ER stress signaling in post-implantation embryos
ER stress-induced coping responses may also play a critical role for embryo development after implantation. Indeed, increased ER stress in decidual tissue in pregnancy has been shown to be implicated in fetal growth restriction with and without pre-eclampsia [56]. Sustained ER stress acts as a cofactor of oxidative stress in decidual cells from patients with early pregnancy loss [57]. In decidual cells, excessive oxidative stress influences UPR pathways to activate ERAD by decreasing valosin-containing protein, which is a type II ER-associated protein and a member of the AAA±ATPase family that facilitates delivery of misfolded proteins to the proteasome, which results in cell damage, inhibition of cell growth, and activation of apoptosis [58]. Among UPR constituents, p-eIF2α, GRP94, and C/EBP homologous protein (CHOP) are increased in the placenta from intrauterine growth restriction and pre-eclampsia, indicating that ER stress responses are also inducible under diseased conditions [59,60]. Inositol-requiring enzyme 1α (IRE1α) or XBP1 null mice are unable to produce functional placentas, which is lethal to the embryo, indicating that the IRE1α arm of the UPR coping response is essential for placental development and embryonic viability [61]. In mice, cadmium-induced teratogenicity is associated with ROS-mediated induction of ER stress coping responses in the placenta [62]. Maternal exposure to cadmium resulted in activation of PERK, phosphorylation of placental eIF2α, and an increase in CHOP, indicating that UPR signaling is activated in the placenta due to cadmium-induced toxicity [62]. This further supports the notion that ER stress-induced coping responses are important mechanisms in embryos and extraembryonic tissues following exposure to environmental toxins.

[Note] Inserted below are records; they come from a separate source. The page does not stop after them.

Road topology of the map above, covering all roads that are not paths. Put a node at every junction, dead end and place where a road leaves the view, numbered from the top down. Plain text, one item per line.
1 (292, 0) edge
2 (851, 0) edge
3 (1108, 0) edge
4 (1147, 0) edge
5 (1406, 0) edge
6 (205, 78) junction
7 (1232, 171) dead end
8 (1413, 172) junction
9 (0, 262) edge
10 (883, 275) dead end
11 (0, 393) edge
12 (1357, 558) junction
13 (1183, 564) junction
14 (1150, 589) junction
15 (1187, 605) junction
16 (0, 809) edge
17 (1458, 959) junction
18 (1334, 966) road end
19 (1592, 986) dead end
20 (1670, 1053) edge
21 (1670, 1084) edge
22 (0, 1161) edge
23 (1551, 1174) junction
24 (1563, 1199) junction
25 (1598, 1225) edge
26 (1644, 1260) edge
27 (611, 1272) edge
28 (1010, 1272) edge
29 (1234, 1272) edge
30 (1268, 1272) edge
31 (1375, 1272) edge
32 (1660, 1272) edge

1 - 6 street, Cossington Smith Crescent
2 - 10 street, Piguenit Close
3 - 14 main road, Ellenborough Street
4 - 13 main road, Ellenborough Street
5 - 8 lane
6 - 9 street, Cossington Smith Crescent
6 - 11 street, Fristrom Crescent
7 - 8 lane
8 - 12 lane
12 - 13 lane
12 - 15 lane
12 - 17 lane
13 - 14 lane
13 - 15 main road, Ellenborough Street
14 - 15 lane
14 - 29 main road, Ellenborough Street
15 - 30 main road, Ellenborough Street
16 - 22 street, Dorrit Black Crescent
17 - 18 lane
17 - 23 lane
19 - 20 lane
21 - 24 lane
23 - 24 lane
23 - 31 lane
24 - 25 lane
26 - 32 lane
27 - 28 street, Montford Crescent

Furthermore, ER stress-induced coping responses in the maternal decidua and placenta may counteract developmental problems during implantation and postimplantation development.
Conclusions
Stress coping mechanisms are critical to minimizing or overcoming damage caused by ever changing environmental conditions. They are designed to promote cell survival. The UPR pathway is mobilized in response to the accumulation of unfolded proteins and to ultimately regain ER homeostasis. Various arms of the UPR, an ER stress coping response, are expressed in oocytes and preimplantation embryos, suggesting that ER stress as a normal physiological adaptive/coping mechanism plays a pivotal role in the development of preimplantation embryos. As such, UPR-associated molecules and pathways such as sXbp1 mRNA may become useful markers for the potential diagnosis of stress conditions for preimplantation embryos. Most importantly, UPR inhibitors, such as TUDCA, were found to effectively support the in vitro development of preimplantation embryos under stress conditions. Further identification of ER stress-induced coping responses in preimplantation embryos would be helpful for a comprehensive understanding of development from preimplantation through early postimplantation.
Acknowledgments
This paper was supported by grants from the Canadian Institutes of Health Research and the Brain Pool Program, the Korean Federation for Science and Technology (to MM) and by a grant of the Korean Health Technology R&D Project, Ministry of Health & Welfare, Republic of Korea (A111441).
Notes
Conflict of interest: No potential conflict of interest relevant to this article was reported.